START SUPPLIED DATA

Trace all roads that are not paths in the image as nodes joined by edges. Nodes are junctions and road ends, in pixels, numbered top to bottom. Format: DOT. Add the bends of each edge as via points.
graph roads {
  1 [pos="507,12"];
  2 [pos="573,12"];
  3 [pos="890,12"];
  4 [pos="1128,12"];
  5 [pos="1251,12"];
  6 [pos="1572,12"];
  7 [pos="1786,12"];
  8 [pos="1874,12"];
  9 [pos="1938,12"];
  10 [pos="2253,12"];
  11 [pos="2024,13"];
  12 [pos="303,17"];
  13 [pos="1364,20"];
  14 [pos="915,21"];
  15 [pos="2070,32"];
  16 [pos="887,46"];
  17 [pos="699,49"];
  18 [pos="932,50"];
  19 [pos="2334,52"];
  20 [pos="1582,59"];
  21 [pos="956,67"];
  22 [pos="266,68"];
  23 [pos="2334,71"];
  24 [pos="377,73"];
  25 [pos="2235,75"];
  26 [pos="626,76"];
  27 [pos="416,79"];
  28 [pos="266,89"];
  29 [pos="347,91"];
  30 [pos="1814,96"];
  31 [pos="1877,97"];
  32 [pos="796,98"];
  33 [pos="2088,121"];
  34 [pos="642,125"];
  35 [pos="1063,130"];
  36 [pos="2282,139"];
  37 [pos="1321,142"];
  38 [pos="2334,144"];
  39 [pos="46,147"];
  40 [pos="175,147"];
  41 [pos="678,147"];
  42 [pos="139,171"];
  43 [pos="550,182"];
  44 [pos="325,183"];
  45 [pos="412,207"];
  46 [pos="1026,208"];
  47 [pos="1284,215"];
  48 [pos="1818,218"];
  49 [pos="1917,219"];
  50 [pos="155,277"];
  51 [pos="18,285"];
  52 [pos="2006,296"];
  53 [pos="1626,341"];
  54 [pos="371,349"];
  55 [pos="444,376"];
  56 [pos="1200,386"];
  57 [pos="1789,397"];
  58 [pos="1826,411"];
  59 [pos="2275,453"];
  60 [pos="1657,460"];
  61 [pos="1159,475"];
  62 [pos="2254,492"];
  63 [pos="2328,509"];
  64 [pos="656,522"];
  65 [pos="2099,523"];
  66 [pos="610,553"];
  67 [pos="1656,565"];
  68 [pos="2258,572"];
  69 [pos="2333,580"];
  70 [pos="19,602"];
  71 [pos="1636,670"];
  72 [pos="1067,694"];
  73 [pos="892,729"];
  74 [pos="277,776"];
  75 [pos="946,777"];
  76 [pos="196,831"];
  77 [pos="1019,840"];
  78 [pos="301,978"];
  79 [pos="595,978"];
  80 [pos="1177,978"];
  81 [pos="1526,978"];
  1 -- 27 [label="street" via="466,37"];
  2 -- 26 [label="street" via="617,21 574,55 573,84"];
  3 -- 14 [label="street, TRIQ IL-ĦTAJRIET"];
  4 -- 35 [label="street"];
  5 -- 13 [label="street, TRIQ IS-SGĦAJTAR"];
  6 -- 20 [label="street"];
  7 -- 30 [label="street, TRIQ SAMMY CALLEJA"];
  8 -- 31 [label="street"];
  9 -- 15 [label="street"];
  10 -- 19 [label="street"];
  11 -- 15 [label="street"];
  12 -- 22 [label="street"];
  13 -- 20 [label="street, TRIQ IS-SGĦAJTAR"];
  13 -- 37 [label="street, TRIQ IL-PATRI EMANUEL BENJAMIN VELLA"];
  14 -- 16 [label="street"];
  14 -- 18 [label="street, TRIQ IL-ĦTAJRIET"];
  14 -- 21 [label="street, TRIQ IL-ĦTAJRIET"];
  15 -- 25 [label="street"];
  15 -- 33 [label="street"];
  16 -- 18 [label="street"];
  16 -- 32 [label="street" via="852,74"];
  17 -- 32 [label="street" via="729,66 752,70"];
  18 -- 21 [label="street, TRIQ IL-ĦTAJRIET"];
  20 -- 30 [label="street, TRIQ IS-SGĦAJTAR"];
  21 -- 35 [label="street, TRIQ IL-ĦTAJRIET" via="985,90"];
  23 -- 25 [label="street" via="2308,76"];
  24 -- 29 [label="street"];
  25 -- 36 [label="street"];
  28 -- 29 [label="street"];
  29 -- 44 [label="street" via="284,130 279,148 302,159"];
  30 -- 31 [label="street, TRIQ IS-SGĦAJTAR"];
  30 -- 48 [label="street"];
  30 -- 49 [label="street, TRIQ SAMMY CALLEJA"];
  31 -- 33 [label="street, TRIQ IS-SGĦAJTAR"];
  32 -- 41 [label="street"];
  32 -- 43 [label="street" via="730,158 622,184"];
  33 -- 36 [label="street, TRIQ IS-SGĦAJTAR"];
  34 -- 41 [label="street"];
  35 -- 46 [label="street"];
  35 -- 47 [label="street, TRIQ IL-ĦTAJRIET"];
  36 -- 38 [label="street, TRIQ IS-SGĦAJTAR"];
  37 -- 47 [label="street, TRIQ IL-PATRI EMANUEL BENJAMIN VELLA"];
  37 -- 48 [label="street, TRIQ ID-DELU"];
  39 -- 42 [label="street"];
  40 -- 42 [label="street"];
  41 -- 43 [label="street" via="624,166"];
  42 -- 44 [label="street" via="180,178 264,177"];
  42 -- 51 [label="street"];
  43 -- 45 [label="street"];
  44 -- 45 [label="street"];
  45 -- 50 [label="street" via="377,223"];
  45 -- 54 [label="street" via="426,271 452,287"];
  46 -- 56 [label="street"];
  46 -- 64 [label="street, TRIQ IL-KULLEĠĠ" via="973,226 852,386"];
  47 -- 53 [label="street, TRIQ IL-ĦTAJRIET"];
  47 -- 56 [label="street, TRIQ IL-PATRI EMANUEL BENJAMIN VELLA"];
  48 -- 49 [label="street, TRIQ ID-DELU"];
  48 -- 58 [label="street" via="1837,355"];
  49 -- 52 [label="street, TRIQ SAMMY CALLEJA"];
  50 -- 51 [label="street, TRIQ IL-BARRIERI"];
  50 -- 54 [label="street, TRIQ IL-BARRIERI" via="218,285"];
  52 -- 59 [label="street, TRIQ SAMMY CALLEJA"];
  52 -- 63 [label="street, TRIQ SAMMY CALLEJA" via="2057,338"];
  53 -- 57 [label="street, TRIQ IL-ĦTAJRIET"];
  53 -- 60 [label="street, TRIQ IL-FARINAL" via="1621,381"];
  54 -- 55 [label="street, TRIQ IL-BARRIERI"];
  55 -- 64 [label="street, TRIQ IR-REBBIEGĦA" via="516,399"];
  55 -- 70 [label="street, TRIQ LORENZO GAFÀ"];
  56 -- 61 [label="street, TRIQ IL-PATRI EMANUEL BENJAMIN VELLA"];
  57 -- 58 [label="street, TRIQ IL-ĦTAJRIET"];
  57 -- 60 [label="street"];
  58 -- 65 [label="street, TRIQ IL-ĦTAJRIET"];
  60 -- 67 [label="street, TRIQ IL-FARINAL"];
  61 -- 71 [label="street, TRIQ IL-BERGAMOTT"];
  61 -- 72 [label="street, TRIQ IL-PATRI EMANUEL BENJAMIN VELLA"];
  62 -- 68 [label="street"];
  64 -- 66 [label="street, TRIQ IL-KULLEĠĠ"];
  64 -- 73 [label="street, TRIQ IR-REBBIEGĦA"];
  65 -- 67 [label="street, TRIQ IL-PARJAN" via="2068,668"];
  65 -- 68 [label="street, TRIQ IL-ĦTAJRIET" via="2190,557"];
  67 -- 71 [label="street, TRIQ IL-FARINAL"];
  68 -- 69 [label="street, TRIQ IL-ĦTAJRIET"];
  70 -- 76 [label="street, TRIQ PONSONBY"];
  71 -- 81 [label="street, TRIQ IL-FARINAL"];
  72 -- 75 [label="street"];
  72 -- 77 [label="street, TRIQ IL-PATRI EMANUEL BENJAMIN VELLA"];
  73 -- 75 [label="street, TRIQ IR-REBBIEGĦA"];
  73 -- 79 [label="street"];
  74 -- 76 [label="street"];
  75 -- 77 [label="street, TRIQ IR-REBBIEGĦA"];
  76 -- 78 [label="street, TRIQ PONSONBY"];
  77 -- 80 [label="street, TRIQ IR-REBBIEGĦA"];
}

END SUPPLIED DATA

▸ **EXERCISE PROMPT**
Among the records above, find the lines where the word "CALLEJA" appears and copy them.

▸ **EXPECTED ANSWER**
  7 -- 30 [label="street, TRIQ SAMMY CALLEJA"];
  30 -- 49 [label="street, TRIQ SAMMY CALLEJA"];
  49 -- 52 [label="street, TRIQ SAMMY CALLEJA"];
  52 -- 59 [label="street, TRIQ SAMMY CALLEJA"];
  52 -- 63 [label="street, TRIQ SAMMY CALLEJA" via="2057,338"];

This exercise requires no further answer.